Okay. And then last question, on the ovarian cancer study, so you presented the pilot data last month, but immediate overall survival had not been reached yet. Do you expect to have that final data before you start the Phase III trial next year?
Sure. So, the predefined follow-up for the trial has been reached already, and so the data that we have today is pretty much the full data set and the final data that will be presented. We are going to use this to predict the necessary sample size to plan the Phase III trial.
Okay, got it. Thanks very much.
Thank you. Our next question comes from the line of Mike King from JMP Securities. Your line is open.
Thanks for taking the follow-up, guys. Just a quick question. What is your intention, if any, to supplement the product label with the most recent data update from EF-14 for the five-year survival?
It’s Asaf.

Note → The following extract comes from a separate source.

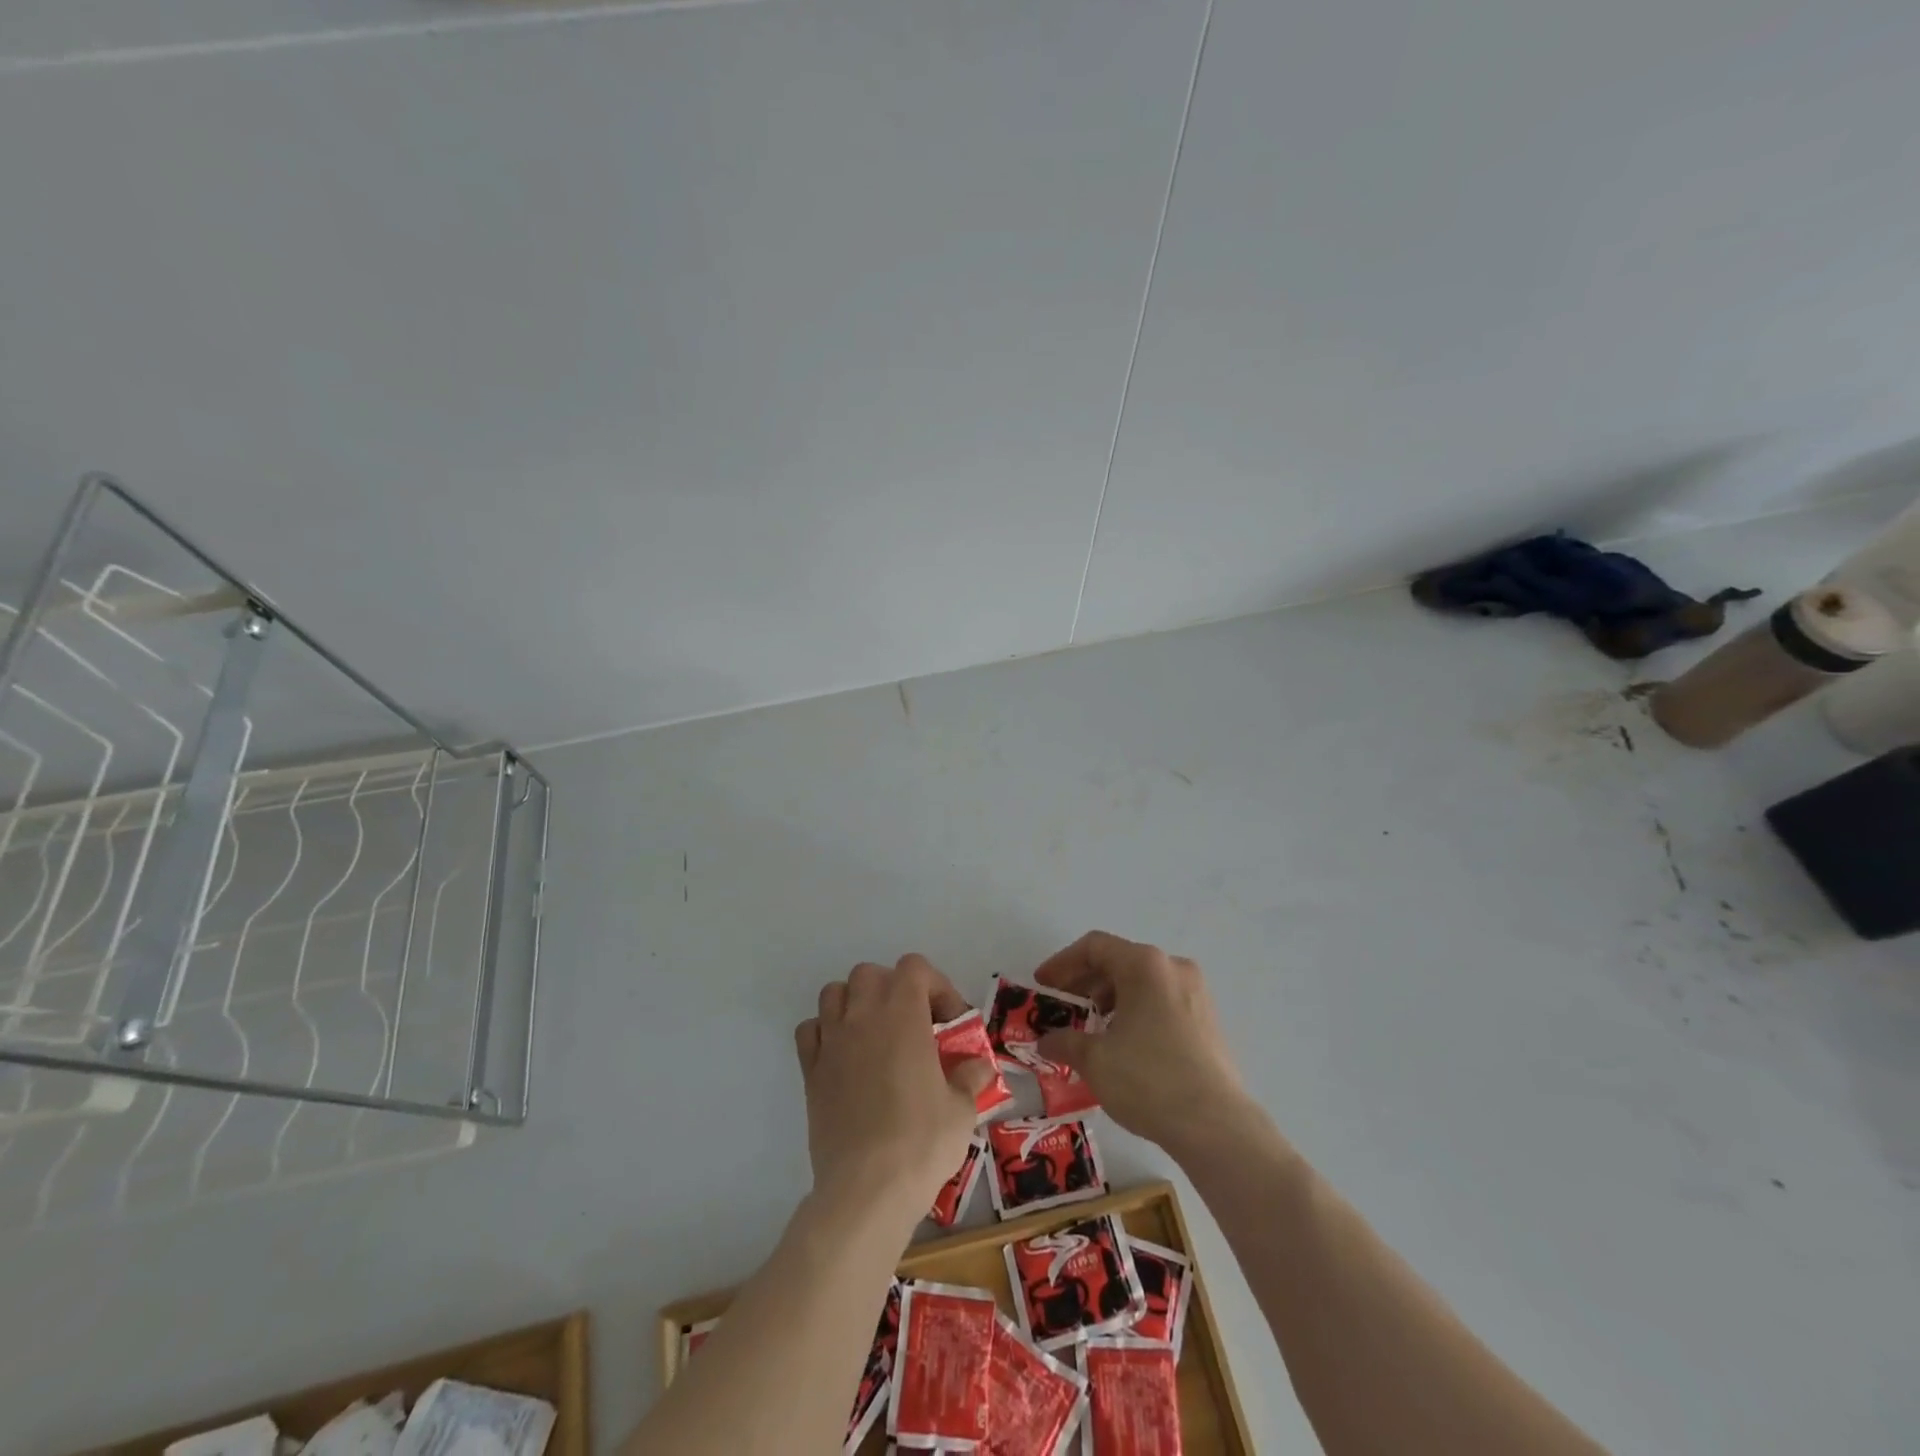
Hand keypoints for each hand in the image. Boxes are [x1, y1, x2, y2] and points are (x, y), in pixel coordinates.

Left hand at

We are definitely going to update and discuss it with the FDA, so it’s part of our plan.
Is that a this year event?
You know, it’s not easy to predict FDA’s timeline, but this is something that we will start this year, absolutely.

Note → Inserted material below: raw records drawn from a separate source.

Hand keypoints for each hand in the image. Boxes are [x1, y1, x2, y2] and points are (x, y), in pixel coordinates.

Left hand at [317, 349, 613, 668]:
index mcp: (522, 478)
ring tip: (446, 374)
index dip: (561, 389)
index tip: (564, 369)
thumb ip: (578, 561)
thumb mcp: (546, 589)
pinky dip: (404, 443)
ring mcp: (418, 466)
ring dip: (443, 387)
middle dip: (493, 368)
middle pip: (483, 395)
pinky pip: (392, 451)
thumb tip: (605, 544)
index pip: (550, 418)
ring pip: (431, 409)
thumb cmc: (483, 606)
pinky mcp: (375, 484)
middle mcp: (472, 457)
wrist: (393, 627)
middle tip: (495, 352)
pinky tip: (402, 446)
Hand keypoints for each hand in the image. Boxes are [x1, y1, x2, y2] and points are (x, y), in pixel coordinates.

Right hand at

Thank you. Our next question comes from the line of Mayur Tipnis from Courage Capital. Your line is open.
Guys, just a couple of follow-up questions. With all the new commercial lives that we’ve signed up for, what’s the trend in net price per month per patient? And then if you could also just kind of give me some qualitative comments about the net price per patient across the regions, you know, US, Germany, as you’ve been starting to get more reimbursement? Thank you.

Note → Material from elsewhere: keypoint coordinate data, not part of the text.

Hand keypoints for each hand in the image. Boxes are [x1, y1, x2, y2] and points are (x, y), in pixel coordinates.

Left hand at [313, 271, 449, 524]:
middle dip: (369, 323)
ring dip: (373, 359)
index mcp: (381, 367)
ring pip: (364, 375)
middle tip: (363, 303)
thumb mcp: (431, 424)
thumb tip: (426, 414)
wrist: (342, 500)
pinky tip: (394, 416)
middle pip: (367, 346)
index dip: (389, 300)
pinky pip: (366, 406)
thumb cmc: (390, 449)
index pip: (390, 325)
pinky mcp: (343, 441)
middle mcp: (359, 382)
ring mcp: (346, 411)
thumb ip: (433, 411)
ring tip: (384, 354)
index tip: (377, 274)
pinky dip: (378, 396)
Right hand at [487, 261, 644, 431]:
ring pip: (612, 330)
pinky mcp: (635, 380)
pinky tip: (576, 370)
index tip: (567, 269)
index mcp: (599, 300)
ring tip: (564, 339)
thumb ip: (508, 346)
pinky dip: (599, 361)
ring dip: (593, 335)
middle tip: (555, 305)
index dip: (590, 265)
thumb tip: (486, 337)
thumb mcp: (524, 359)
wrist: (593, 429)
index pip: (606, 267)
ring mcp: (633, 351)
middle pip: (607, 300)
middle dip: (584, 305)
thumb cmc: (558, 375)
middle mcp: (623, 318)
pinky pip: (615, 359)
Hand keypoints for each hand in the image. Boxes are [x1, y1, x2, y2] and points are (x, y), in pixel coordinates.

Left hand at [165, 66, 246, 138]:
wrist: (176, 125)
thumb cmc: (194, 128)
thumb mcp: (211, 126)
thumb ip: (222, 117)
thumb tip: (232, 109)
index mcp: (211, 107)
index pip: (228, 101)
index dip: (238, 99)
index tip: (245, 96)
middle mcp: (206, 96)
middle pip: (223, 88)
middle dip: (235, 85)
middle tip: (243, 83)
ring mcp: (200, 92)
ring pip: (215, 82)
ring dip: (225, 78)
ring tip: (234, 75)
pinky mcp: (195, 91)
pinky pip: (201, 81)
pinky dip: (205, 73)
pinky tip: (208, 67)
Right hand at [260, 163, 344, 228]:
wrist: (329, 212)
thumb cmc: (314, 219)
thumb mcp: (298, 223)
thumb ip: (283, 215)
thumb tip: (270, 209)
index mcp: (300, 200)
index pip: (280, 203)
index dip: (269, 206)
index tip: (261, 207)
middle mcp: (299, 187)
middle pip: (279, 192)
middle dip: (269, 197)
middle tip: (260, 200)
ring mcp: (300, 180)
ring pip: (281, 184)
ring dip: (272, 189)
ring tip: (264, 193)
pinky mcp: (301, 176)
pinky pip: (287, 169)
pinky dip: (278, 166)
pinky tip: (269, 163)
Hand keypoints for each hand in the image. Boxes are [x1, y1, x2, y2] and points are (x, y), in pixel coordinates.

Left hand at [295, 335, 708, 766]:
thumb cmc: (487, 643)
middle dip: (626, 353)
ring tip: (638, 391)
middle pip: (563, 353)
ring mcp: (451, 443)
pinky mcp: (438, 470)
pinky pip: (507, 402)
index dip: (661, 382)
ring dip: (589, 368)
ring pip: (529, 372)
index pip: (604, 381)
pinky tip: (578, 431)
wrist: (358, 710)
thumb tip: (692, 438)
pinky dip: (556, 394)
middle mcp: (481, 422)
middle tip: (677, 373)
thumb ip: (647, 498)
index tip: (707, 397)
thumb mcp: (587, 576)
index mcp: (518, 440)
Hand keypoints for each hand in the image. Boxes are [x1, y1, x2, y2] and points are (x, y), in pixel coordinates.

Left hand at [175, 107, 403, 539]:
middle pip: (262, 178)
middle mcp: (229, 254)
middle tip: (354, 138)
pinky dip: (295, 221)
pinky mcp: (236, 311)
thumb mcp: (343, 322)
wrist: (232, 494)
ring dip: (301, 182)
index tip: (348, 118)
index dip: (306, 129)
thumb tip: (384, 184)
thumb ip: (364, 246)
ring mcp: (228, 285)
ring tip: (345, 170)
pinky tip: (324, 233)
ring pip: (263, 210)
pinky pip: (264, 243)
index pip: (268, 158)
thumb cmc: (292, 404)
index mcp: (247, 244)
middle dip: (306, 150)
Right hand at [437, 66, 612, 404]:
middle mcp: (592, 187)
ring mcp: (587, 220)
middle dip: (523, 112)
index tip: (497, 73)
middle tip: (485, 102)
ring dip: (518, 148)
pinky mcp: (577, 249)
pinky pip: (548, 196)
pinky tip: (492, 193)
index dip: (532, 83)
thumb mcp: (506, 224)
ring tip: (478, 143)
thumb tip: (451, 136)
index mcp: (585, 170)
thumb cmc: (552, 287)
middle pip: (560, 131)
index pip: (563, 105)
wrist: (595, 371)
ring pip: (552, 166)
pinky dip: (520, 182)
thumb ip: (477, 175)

This is Wilco again. Thanks for the question. As you know and we’ve disclosed that in the past, our list price is $21,000 in the United States. In Europe, it’s about EUR21,000. We’ve spoken in the past on average collection on payments that were made basically focused on the United States. With the switch to accrual-based rev rec, that’s something that we do not do anymore.
Overall, we see no significant changes in payment trends. As Asaf explained earlier on and I think it was also an earlier question, we are putting a lot of work and effort into securing reimbursement in some of the overseas territories, particularly Japan, Germany, and Switzerland. And Bill talked earlier on about Medicare. How that all will shake out in terms of net revenue or net revenue per patient is something that we’ll see in the future.
Thank you. Ladies and gentlemen, this now concludes our question-and-answer session for today. I’d like to turn the call back over to management for closing comments.
So, first of all, thank you, everyone, for joining us this morning. We appreciate your continued interest in Novocure.
I have to say that, when I look back on 2016 and the progress to date, I want to be sure to congratulate the Novocure team, starting with FDA approval in October 2015, peer-reviewed publication of the interim data at JAMA in December of 2015, inclusion of Optune as a standard therapy for GBM and the NCCN guidelines in July, the rollout of the Gen 2 device in the summer of last year, all the progress that we made, particularly in Q3 and Q4, in coverage and contracting, the publication of the full data set, including four-year data at SNOW in November, the growth of the sales force from 33 members in the US to 58 members, training centers growing from 244 training centers in the US to 538 training centers in the US, the receipt of Japanese approval, and now the publication of landmark five-year data, it’s really been an extraordinary period of accomplishment and I want to again congratulate the team for all their hard work. So, thanks again everyone.
Ladies and gentlemen, thank you again for your participation in today’s conference call. This now concludes the program and you may now disconnect at this time. Everyone have a great day.